▶ **PROBLEM STATEMENT**
Transcribe all of the entries, matching each one exactly.

▶ **DATA FOR PROCESSING**

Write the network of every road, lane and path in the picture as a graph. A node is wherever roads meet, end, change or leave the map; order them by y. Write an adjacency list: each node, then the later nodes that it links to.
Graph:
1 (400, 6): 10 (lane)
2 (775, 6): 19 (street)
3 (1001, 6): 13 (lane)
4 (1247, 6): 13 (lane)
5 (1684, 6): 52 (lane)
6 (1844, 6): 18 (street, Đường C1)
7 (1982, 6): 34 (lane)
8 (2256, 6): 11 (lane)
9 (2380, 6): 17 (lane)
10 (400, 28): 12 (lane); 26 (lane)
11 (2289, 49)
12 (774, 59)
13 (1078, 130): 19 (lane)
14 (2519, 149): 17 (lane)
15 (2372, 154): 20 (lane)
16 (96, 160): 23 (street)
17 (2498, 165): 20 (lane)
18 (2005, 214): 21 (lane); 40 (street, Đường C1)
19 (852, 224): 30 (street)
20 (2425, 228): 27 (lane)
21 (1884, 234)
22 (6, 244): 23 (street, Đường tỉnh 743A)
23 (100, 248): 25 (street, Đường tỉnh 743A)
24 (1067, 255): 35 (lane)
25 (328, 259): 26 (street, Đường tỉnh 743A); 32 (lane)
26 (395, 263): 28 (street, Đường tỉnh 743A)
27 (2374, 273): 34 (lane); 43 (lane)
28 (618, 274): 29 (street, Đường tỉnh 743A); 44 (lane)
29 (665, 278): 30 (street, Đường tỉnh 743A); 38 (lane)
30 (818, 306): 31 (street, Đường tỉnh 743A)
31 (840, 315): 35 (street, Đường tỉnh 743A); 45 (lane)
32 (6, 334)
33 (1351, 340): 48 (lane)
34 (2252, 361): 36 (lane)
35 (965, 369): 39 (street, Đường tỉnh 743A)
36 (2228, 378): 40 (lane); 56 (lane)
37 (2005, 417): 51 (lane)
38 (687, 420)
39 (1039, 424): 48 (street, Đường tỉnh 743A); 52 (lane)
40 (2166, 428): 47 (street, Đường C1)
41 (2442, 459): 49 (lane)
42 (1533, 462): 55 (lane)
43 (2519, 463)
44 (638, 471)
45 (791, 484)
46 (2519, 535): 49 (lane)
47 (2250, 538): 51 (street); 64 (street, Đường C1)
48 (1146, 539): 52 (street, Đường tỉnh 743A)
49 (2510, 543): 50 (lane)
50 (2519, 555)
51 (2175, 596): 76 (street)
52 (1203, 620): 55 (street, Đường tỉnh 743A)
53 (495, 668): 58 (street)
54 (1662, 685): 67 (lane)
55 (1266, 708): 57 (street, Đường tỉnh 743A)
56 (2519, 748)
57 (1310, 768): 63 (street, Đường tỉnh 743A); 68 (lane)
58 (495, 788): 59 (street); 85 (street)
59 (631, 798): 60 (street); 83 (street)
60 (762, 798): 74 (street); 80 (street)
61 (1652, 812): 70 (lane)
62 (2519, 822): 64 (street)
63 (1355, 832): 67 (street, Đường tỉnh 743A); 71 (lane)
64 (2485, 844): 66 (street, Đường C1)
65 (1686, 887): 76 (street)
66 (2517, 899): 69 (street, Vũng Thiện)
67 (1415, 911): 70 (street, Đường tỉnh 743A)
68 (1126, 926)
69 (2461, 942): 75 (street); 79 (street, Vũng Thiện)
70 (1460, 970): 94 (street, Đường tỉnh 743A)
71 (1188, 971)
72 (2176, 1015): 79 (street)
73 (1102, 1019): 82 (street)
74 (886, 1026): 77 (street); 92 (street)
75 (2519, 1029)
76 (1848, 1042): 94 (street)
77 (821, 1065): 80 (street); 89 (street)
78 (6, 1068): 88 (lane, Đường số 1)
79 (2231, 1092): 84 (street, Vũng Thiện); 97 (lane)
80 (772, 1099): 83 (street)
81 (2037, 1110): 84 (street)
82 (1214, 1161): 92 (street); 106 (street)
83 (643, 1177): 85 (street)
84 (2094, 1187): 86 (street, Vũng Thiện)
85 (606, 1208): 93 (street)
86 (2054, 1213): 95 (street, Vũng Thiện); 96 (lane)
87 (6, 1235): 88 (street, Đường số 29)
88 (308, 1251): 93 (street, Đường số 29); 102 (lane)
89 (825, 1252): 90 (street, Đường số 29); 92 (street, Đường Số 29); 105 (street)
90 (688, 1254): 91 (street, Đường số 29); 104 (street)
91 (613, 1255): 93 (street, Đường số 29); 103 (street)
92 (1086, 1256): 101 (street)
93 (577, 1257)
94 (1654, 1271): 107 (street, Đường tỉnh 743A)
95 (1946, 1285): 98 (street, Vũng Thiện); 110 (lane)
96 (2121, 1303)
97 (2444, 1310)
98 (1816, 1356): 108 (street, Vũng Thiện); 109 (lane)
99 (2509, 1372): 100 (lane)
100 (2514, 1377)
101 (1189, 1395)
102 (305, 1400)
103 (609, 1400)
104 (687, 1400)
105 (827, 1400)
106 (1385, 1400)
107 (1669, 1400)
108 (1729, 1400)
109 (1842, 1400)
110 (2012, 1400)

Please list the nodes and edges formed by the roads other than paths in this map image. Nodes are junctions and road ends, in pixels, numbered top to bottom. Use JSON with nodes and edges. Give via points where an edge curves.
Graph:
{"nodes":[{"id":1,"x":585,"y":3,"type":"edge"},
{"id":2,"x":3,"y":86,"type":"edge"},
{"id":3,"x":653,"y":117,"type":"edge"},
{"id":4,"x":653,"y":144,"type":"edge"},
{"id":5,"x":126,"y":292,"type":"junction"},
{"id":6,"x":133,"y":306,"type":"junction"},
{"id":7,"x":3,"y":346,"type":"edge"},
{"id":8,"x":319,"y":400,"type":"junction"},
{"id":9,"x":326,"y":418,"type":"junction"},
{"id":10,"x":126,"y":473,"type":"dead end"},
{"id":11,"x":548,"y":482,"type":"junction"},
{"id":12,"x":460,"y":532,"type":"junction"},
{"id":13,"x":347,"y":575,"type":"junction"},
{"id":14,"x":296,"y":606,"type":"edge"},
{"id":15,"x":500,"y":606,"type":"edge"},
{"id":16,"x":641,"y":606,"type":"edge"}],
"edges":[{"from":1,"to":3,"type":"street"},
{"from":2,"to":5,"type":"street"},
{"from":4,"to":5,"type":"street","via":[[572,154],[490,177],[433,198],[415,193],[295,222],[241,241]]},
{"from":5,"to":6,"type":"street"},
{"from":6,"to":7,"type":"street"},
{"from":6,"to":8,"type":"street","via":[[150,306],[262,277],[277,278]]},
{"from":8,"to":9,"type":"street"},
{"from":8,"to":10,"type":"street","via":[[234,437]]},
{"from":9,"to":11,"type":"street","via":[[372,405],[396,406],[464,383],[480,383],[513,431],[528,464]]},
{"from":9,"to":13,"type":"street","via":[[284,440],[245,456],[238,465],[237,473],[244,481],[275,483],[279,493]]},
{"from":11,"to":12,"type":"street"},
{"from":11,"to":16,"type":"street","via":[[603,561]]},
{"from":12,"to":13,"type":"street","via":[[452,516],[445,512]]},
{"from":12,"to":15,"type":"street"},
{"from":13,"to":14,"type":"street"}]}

▶ **ANSWER SPACE**
Write the network of every road, lane and path in the picture as a graph. A node is wherever roads meet, end, change or leave the map; order them by y. Write an adjacency list: each node, then the later nodes that it links to.
Graph:
1 (400, 6): 10 (lane)
2 (775, 6): 19 (street)
3 (1001, 6): 13 (lane)
4 (1247, 6): 13 (lane)
5 (1684, 6): 52 (lane)
6 (1844, 6): 18 (street, Đường C1)
7 (1982, 6): 34 (lane)
8 (2256, 6): 11 (lane)
9 (2380, 6): 17 (lane)
10 (400, 28): 12 (lane); 26 (lane)
11 (2289, 49)
12 (774, 59)
13 (1078, 130): 19 (lane)
14 (2519, 149): 17 (lane)
15 (2372, 154): 20 (lane)
16 (96, 160): 23 (street)
17 (2498, 165): 20 (lane)
18 (2005, 214): 21 (lane); 40 (street, Đường C1)
19 (852, 224): 30 (street)
20 (2425, 228): 27 (lane)
21 (1884, 234)
22 (6, 244): 23 (street, Đường tỉnh 743A)
23 (100, 248): 25 (street, Đường tỉnh 743A)
24 (1067, 255): 35 (lane)
25 (328, 259): 26 (street, Đường tỉnh 743A); 32 (lane)
26 (395, 263): 28 (street, Đường tỉnh 743A)
27 (2374, 273): 34 (lane); 43 (lane)
28 (618, 274): 29 (street, Đường tỉnh 743A); 44 (lane)
29 (665, 278): 30 (street, Đường tỉnh 743A); 38 (lane)
30 (818, 306): 31 (street, Đường tỉnh 743A)
31 (840, 315): 35 (street, Đường tỉnh 743A); 45 (lane)
32 (6, 334)
33 (1351, 340): 48 (lane)
34 (2252, 361): 36 (lane)
35 (965, 369): 39 (street, Đường tỉnh 743A)
36 (2228, 378): 40 (lane); 56 (lane)
37 (2005, 417): 51 (lane)
38 (687, 420)
39 (1039, 424): 48 (street, Đường tỉnh 743A); 52 (lane)
40 (2166, 428): 47 (street, Đường C1)
41 (2442, 459): 49 (lane)
42 (1533, 462): 55 (lane)
43 (2519, 463)
44 (638, 471)
45 (791, 484)
46 (2519, 535): 49 (lane)
47 (2250, 538): 51 (street); 64 (street, Đường C1)
48 (1146, 539): 52 (street, Đường tỉnh 743A)
49 (2510, 543): 50 (lane)
50 (2519, 555)
51 (2175, 596): 76 (street)
52 (1203, 620): 55 (street, Đường tỉnh 743A)
53 (495, 668): 58 (street)
54 (1662, 685): 67 (lane)
55 (1266, 708): 57 (street, Đường tỉnh 743A)
56 (2519, 748)
57 (1310, 768): 63 (street, Đường tỉnh 743A); 68 (lane)
58 (495, 788): 59 (street); 85 (street)
59 (631, 798): 60 (street); 83 (street)
60 (762, 798): 74 (street); 80 (street)
61 (1652, 812): 70 (lane)
62 (2519, 822): 64 (street)
63 (1355, 832): 67 (street, Đường tỉnh 743A); 71 (lane)
64 (2485, 844): 66 (street, Đường C1)
65 (1686, 887): 76 (street)
66 (2517, 899): 69 (street, Vũng Thiện)
67 (1415, 911): 70 (street, Đường tỉnh 743A)
68 (1126, 926)
69 (2461, 942): 75 (street); 79 (street, Vũng Thiện)
70 (1460, 970): 94 (street, Đường tỉnh 743A)
71 (1188, 971)
72 (2176, 1015): 79 (street)
73 (1102, 1019): 82 (street)
74 (886, 1026): 77 (street); 92 (street)
75 (2519, 1029)
76 (1848, 1042): 94 (street)
77 (821, 1065): 80 (street); 89 (street)
78 (6, 1068): 88 (lane, Đường số 1)
79 (2231, 1092): 84 (street, Vũng Thiện); 97 (lane)
80 (772, 1099): 83 (street)
81 (2037, 1110): 84 (street)
82 (1214, 1161): 92 (street); 106 (street)
83 (643, 1177): 85 (street)
84 (2094, 1187): 86 (street, Vũng Thiện)
85 (606, 1208): 93 (street)
86 (2054, 1213): 95 (street, Vũng Thiện); 96 (lane)
87 (6, 1235): 88 (street, Đường số 29)
88 (308, 1251): 93 (street, Đường số 29); 102 (lane)
89 (825, 1252): 90 (street, Đường số 29); 92 (street, Đường Số 29); 105 (street)
90 (688, 1254): 91 (street, Đường số 29); 104 (street)
91 (613, 1255): 93 (street, Đường số 29); 103 (street)
92 (1086, 1256): 101 (street)
93 (577, 1257)
94 (1654, 1271): 107 (street, Đường tỉnh 743A)
95 (1946, 1285): 98 (street, Vũng Thiện); 110 (lane)
96 (2121, 1303)
97 (2444, 1310)
98 (1816, 1356): 108 (street, Vũng Thiện); 109 (lane)
99 (2509, 1372): 100 (lane)
100 (2514, 1377)
101 (1189, 1395)
102 (305, 1400)
103 (609, 1400)
104 (687, 1400)
105 (827, 1400)
106 (1385, 1400)
107 (1669, 1400)
108 (1729, 1400)
109 (1842, 1400)
110 (2012, 1400)

Please list the nodes and edges formed by the roads other than paths in this map image. Nodes are junctions and road ends, in pixels, numbered top to bottom. Use JSON with nodes and edges. Give via points where an edge curves.
Graph:
{"nodes":[{"id":1,"x":585,"y":3,"type":"edge"},
{"id":2,"x":3,"y":86,"type":"edge"},
{"id":3,"x":653,"y":117,"type":"edge"},
{"id":4,"x":653,"y":144,"type":"edge"},
{"id":5,"x":126,"y":292,"type":"junction"},
{"id":6,"x":133,"y":306,"type":"junction"},
{"id":7,"x":3,"y":346,"type":"edge"},
{"id":8,"x":319,"y":400,"type":"junction"},
{"id":9,"x":326,"y":418,"type":"junction"},
{"id":10,"x":126,"y":473,"type":"dead end"},
{"id":11,"x":548,"y":482,"type":"junction"},
{"id":12,"x":460,"y":532,"type":"junction"},
{"id":13,"x":347,"y":575,"type":"junction"},
{"id":14,"x":296,"y":606,"type":"edge"},
{"id":15,"x":500,"y":606,"type":"edge"},
{"id":16,"x":641,"y":606,"type":"edge"}],
"edges":[{"from":1,"to":3,"type":"street"},
{"from":2,"to":5,"type":"street"},
{"from":4,"to":5,"type":"street","via":[[572,154],[490,177],[433,198],[415,193],[295,222],[241,241]]},
{"from":5,"to":6,"type":"street"},
{"from":6,"to":7,"type":"street"},
{"from":6,"to":8,"type":"street","via":[[150,306],[262,277],[277,278]]},
{"from":8,"to":9,"type":"street"},
{"from":8,"to":10,"type":"street","via":[[234,437]]},
{"from":9,"to":11,"type":"street","via":[[372,405],[396,406],[464,383],[480,383],[513,431],[528,464]]},
{"from":9,"to":13,"type":"street","via":[[284,440],[245,456],[238,465],[237,473],[244,481],[275,483],[279,493]]},
{"from":11,"to":12,"type":"street"},
{"from":11,"to":16,"type":"street","via":[[603,561]]},
{"from":12,"to":13,"type":"street","via":[[452,516],[445,512]]},
{"from":12,"to":15,"type":"street"},
{"from":13,"to":14,"type":"street"}]}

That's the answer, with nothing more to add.